──────── Extracted records ────────
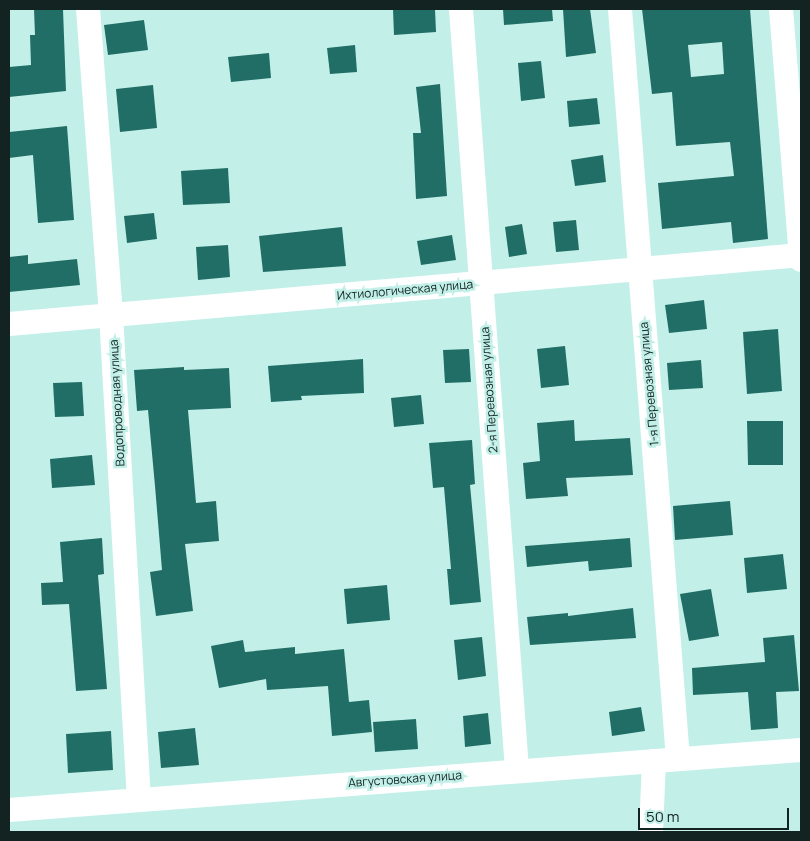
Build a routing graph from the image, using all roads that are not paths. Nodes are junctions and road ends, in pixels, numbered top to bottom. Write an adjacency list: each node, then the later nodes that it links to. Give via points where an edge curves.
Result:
1 (88, 9): 9 (street, Водопроводная улица)
2 (460, 9): 8 (street, 2-я Перевозная улица)
3 (620, 9): 7 (street, 1-я Перевозная улица)
4 (781, 9): 5 (street)
5 (801, 256): 6 (street); 7 (street, Ихтиологическая улица)
6 (801, 260)
7 (640, 269): 8 (street, Ихтиологическая улица); 12 (street, 1-я Перевозная улица)
8 (481, 284): 9 (street, Ихтиологическая улица); 14 (street, 2-я Перевозная улица)
9 (111, 315): 10 (street, Ихтиологическая улица); 15 (street, Водопроводная улица)
10 (9, 324)
11 (801, 750): 12 (street, Августовская улица)
12 (678, 760): 13 (street, Августовская улица)
13 (654, 761): 14 (street, Августовская улица); 17 (street)
14 (517, 770): 15 (street, Августовская улица)
15 (140, 798): 16 (street, Августовская улица)
16 (9, 810)
17 (651, 832)

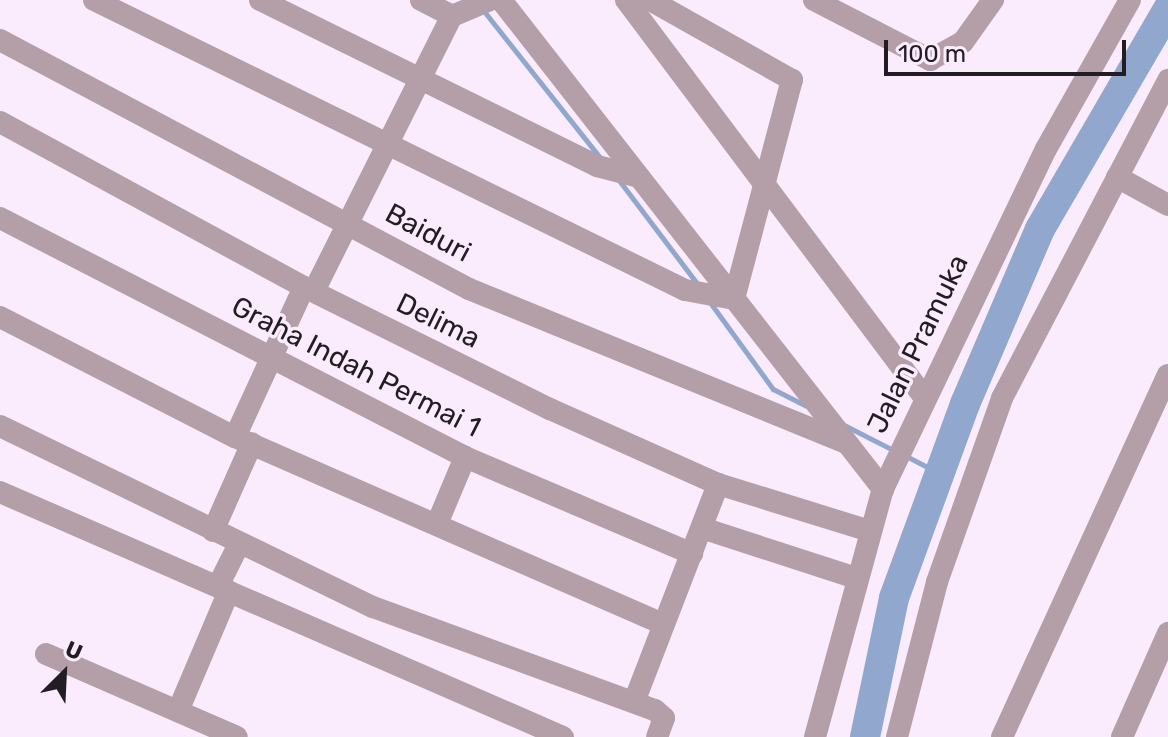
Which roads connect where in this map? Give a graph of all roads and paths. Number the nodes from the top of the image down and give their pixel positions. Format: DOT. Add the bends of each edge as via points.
graph roads {
  1 [pos="94,0"];
  2 [pos="260,0"];
  3 [pos="421,0"];
  4 [pos="626,0"];
  5 [pos="650,0"];
  6 [pos="814,0"];
  7 [pos="993,0"];
  8 [pos="1130,0"];
  9 [pos="479,5"];
  10 [pos="0,40"];
  11 [pos="420,76"];
  12 [pos="1168,80"];
  13 [pos="0,122"];
  14 [pos="385,145"];
  15 [pos="632,176"];
  16 [pos="1117,177"];
  17 [pos="764,178"];
  18 [pos="1168,205"];
  19 [pos="0,218"];
  20 [pos="345,223"];
  21 [pos="309,289"];
  22 [pos="726,299"];
  23 [pos="0,317"];
  24 [pos="272,359"];
  25 [pos="1168,375"];
  26 [pos="924,397"];
  27 [pos="0,426"];
  28 [pos="842,439"];
  29 [pos="243,440"];
  30 [pos="465,457"];
  31 [pos="718,484"];
  32 [pos="883,489"];
  33 [pos="0,492"];
  34 [pos="437,524"];
  35 [pos="702,528"];
  36 [pos="213,531"];
  37 [pos="870,531"];
  38 [pos="239,544"];
  39 [pos="692,554"];
  40 [pos="856,578"];
  41 [pos="223,589"];
  42 [pos="663,624"];
  43 [pos="1168,633"];
  44 [pos="46,654"];
  45 [pos="634,702"];
  46 [pos="178,711"];
  47 [pos="237,737"];
  48 [pos="563,737"];
  49 [pos="657,737"];
  50 [pos="815,737"];
  51 [pos="897,737"];
  52 [pos="1002,737"];
  53 [pos="1122,737"];
  1 -- 14 [label="street"];
  2 -- 11 [label="street"];
  3 -- 9 [label="street"];
  4 -- 17 [label="street"];
  5 -- 17 [label="street" via="792,80"];
  6 -- 7 [label="street" via="930,60 963,42"];
  8 -- 26 [label="street, Jalan Pramuka" via="1046,149"];
  9 -- 11 [label="street"];
  9 -- 15 [label="street"];
  10 -- 20 [label="street, Baiduri"];
  11 -- 14 [label="street"];
  11 -- 15 [label="street" via="597,166"];
  12 -- 16 [label="street"];
  13 -- 21 [label="street, Delima"];
  14 -- 20 [label="street"];
  14 -- 22 [label="street" via="685,290"];
  15 -- 22 [label="street"];
  16 -- 18 [label="street"];
  16 -- 51 [label="street" via="1002,398 937,582"];
  17 -- 22 [label="street"];
  17 -- 26 [label="street"];
  19 -- 24 [label="street, Graha Indah Permai 1"];
  20 -- 21 [label="street"];
  20 -- 28 [label="street, Baiduri" via="469,289"];
  21 -- 24 [label="street"];
  21 -- 31 [label="street, Delima"];
  22 -- 28 [label="street"];
  23 -- 29 [label="street"];
  24 -- 29 [label="street"];
  24 -- 30 [label="street, Graha Indah Permai 1"];
  25 -- 52 [label="street"];
  26 -- 32 [label="street, Jalan Pramuka"];
  27 -- 36 [label="street"];
  28 -- 32 [label="street"];
  29 -- 34 [label="street"];
  29 -- 36 [label="street"];
  30 -- 34 [label="street"];
  30 -- 39 [label="street, Graha Indah Permai 1"];
  31 -- 35 [label="street"];
  31 -- 37 [label="street, Delima"];
  32 -- 37 [label="street, Jalan Pramuka"];
  33 -- 41 [label="street"];
  34 -- 42 [label="street"];
  35 -- 39 [label="street"];
  35 -- 40 [label="street"];
  36 -- 38 [label="street"];
  37 -- 40 [label="street, Jalan Pramuka"];
  38 -- 41 [label="street"];
  38 -- 45 [label="street" via="387,612"];
  39 -- 42 [label="street"];
  40 -- 50 [label="street, Jalan Pramuka"];
  41 -- 46 [label="street"];
  41 -- 48 [label="street"];
  42 -- 45 [label="street"];
  43 -- 53 [label="street"];
  44 -- 46 [label="street"];
  45 -- 49 [label="street" via="663,714"];
  46 -- 47 [label="street"];
}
────────
> [Exercise]: Every line of the data should be copied as it stands, without the images.

> [Result of the exercise]:
Build a routing graph from the image, using all roads that are not paths. Nodes are junctions and road ends, in pixels, numbered top to bottom. Write an adjacency list: each node, then the later nodes that it links to. Give via points where an edge curves.
Result:
1 (88, 9): 9 (street, Водопроводная улица)
2 (460, 9): 8 (street, 2-я Перевозная улица)
3 (620, 9): 7 (street, 1-я Перевозная улица)
4 (781, 9): 5 (street)
5 (801, 256): 6 (street); 7 (street, Ихтиологическая улица)
6 (801, 260)
7 (640, 269): 8 (street, Ихтиологическая улица); 12 (street, 1-я Перевозная улица)
8 (481, 284): 9 (street, Ихтиологическая улица); 14 (street, 2-я Перевозная улица)
9 (111, 315): 10 (street, Ихтиологическая улица); 15 (street, Водопроводная улица)
10 (9, 324)
11 (801, 750): 12 (street, Августовская улица)
12 (678, 760): 13 (street, Августовская улица)
13 (654, 761): 14 (street, Августовская улица); 17 (street)
14 (517, 770): 15 (street, Августовская улица)
15 (140, 798): 16 (street, Августовская улица)
16 (9, 810)
17 (651, 832)

Which roads connect where in this map? Give a graph of all roads and paths. Number the nodes from the top of the image down and give their pixel positions. Format: DOT. Add the bends of each edge as via points.
graph roads {
  1 [pos="94,0"];
  2 [pos="260,0"];
  3 [pos="421,0"];
  4 [pos="626,0"];
  5 [pos="650,0"];
  6 [pos="814,0"];
  7 [pos="993,0"];
  8 [pos="1130,0"];
  9 [pos="479,5"];
  10 [pos="0,40"];
  11 [pos="420,76"];
  12 [pos="1168,80"];
  13 [pos="0,122"];
  14 [pos="385,145"];
  15 [pos="632,176"];
  16 [pos="1117,177"];
  17 [pos="764,178"];
  18 [pos="1168,205"];
  19 [pos="0,218"];
  20 [pos="345,223"];
  21 [pos="309,289"];
  22 [pos="726,299"];
  23 [pos="0,317"];
  24 [pos="272,359"];
  25 [pos="1168,375"];
  26 [pos="924,397"];
  27 [pos="0,426"];
  28 [pos="842,439"];
  29 [pos="243,440"];
  30 [pos="465,457"];
  31 [pos="718,484"];
  32 [pos="883,489"];
  33 [pos="0,492"];
  34 [pos="437,524"];
  35 [pos="702,528"];
  36 [pos="213,531"];
  37 [pos="870,531"];
  38 [pos="239,544"];
  39 [pos="692,554"];
  40 [pos="856,578"];
  41 [pos="223,589"];
  42 [pos="663,624"];
  43 [pos="1168,633"];
  44 [pos="46,654"];
  45 [pos="634,702"];
  46 [pos="178,711"];
  47 [pos="237,737"];
  48 [pos="563,737"];
  49 [pos="657,737"];
  50 [pos="815,737"];
  51 [pos="897,737"];
  52 [pos="1002,737"];
  53 [pos="1122,737"];
  1 -- 14 [label="street"];
  2 -- 11 [label="street"];
  3 -- 9 [label="street"];
  4 -- 17 [label="street"];
  5 -- 17 [label="street" via="792,80"];
  6 -- 7 [label="street" via="930,60 963,42"];
  8 -- 26 [label="street, Jalan Pramuka" via="1046,149"];
  9 -- 11 [label="street"];
  9 -- 15 [label="street"];
  10 -- 20 [label="street, Baiduri"];
  11 -- 14 [label="street"];
  11 -- 15 [label="street" via="597,166"];
  12 -- 16 [label="street"];
  13 -- 21 [label="street, Delima"];
  14 -- 20 [label="street"];
  14 -- 22 [label="street" via="685,290"];
  15 -- 22 [label="street"];
  16 -- 18 [label="street"];
  16 -- 51 [label="street" via="1002,398 937,582"];
  17 -- 22 [label="street"];
  17 -- 26 [label="street"];
  19 -- 24 [label="street, Graha Indah Permai 1"];
  20 -- 21 [label="street"];
  20 -- 28 [label="street, Baiduri" via="469,289"];
  21 -- 24 [label="street"];
  21 -- 31 [label="street, Delima"];
  22 -- 28 [label="street"];
  23 -- 29 [label="street"];
  24 -- 29 [label="street"];
  24 -- 30 [label="street, Graha Indah Permai 1"];
  25 -- 52 [label="street"];
  26 -- 32 [label="street, Jalan Pramuka"];
  27 -- 36 [label="street"];
  28 -- 32 [label="street"];
  29 -- 34 [label="street"];
  29 -- 36 [label="street"];
  30 -- 34 [label="street"];
  30 -- 39 [label="street, Graha Indah Permai 1"];
  31 -- 35 [label="street"];
  31 -- 37 [label="street, Delima"];
  32 -- 37 [label="street, Jalan Pramuka"];
  33 -- 41 [label="street"];
  34 -- 42 [label="street"];
  35 -- 39 [label="street"];
  35 -- 40 [label="street"];
  36 -- 38 [label="street"];
  37 -- 40 [label="street, Jalan Pramuka"];
  38 -- 41 [label="street"];
  38 -- 45 [label="street" via="387,612"];
  39 -- 42 [label="street"];
  40 -- 50 [label="street, Jalan Pramuka"];
  41 -- 46 [label="street"];
  41 -- 48 [label="street"];
  42 -- 45 [label="street"];
  43 -- 53 [label="street"];
  44 -- 46 [label="street"];
  45 -- 49 [label="street" via="663,714"];
  46 -- 47 [label="street"];
}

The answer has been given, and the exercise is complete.